Skip every image and restate the data word for word.

Extracted material
-=-=-

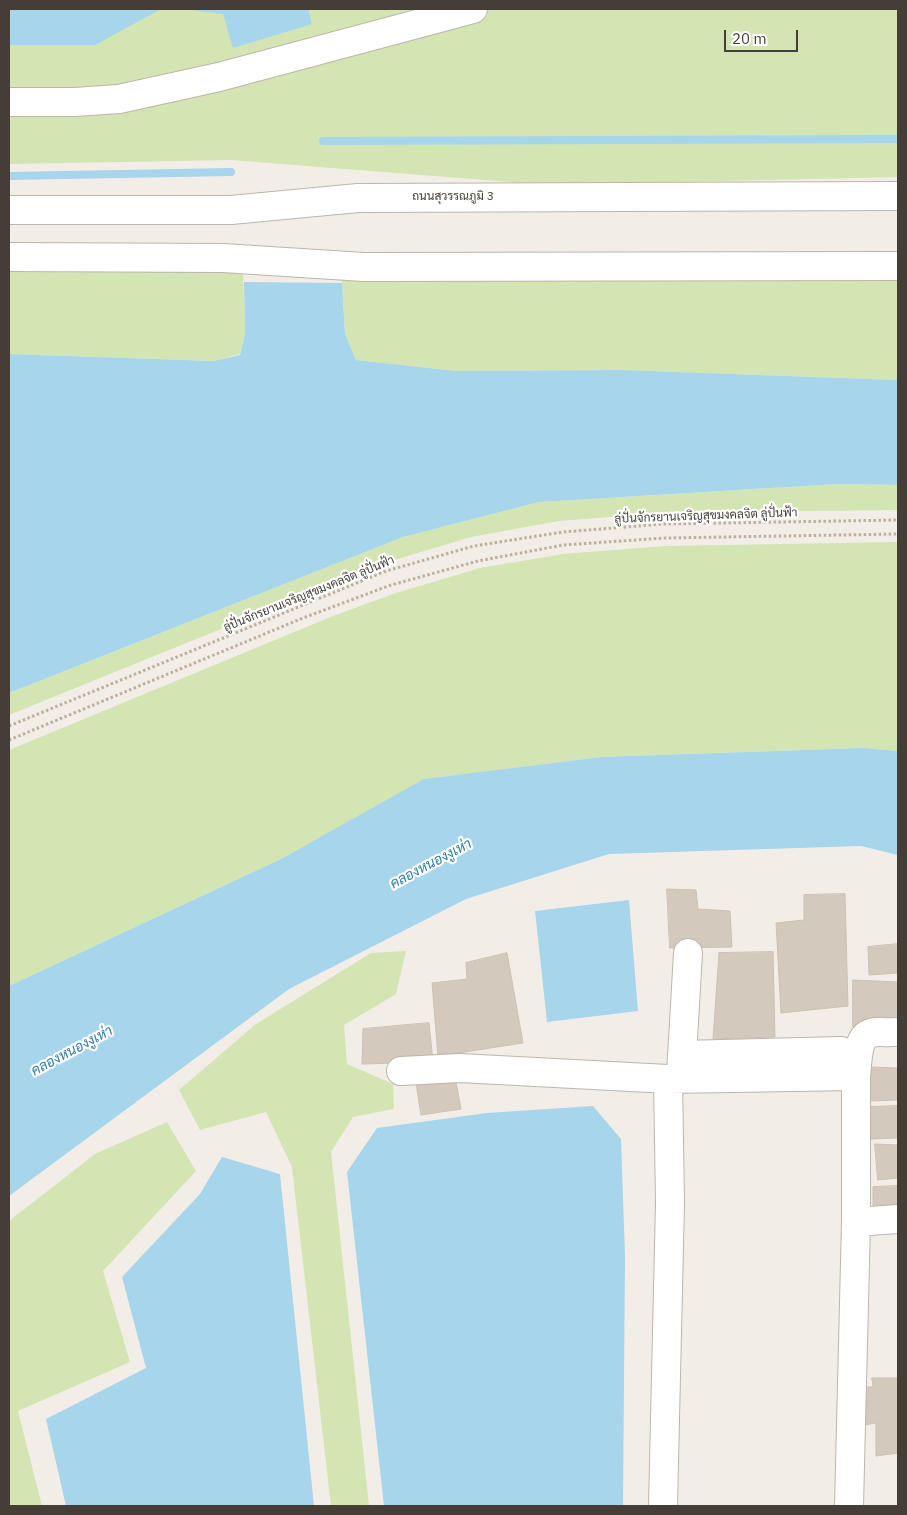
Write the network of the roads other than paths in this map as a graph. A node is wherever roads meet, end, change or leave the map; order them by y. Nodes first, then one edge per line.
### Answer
1 (473, 9) edge
2 (9, 102) edge
3 (898, 196) edge
4 (9, 210) edge
5 (9, 257) edge
6 (898, 266) edge
7 (688, 953) dead end
8 (895, 1032) dead end
9 (841, 1051) dead end
10 (677, 1070) junction
11 (401, 1071) dead end
12 (856, 1076) junction
13 (898, 1219) edge
14 (856, 1222) junction
15 (663, 1506) edge
16 (849, 1506) edge

1 - 2 street
3 - 4 street, ถนนสุวรรณภูมิ 3
5 - 6 street
7 - 10 street
8 - 12 street
9 - 10 street
10 - 11 street
10 - 12 street
10 - 15 street
12 - 14 street
13 - 14 street
14 - 16 street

-=-=-

Solution to this exercise
Write the network of the roads other than paths in this map as a graph. A node is wherever roads meet, end, change or leave the map; order them by y. Nodes first, then one edge per line.
### Answer
1 (473, 9) edge
2 (9, 102) edge
3 (898, 196) edge
4 (9, 210) edge
5 (9, 257) edge
6 (898, 266) edge
7 (688, 953) dead end
8 (895, 1032) dead end
9 (841, 1051) dead end
10 (677, 1070) junction
11 (401, 1071) dead end
12 (856, 1076) junction
13 (898, 1219) edge
14 (856, 1222) junction
15 (663, 1506) edge
16 (849, 1506) edge

1 - 2 street
3 - 4 street, ถนนสุวรรณภูมิ 3
5 - 6 street
7 - 10 street
8 - 12 street
9 - 10 street
10 - 11 street
10 - 12 street
10 - 15 street
12 - 14 street
13 - 14 street
14 - 16 street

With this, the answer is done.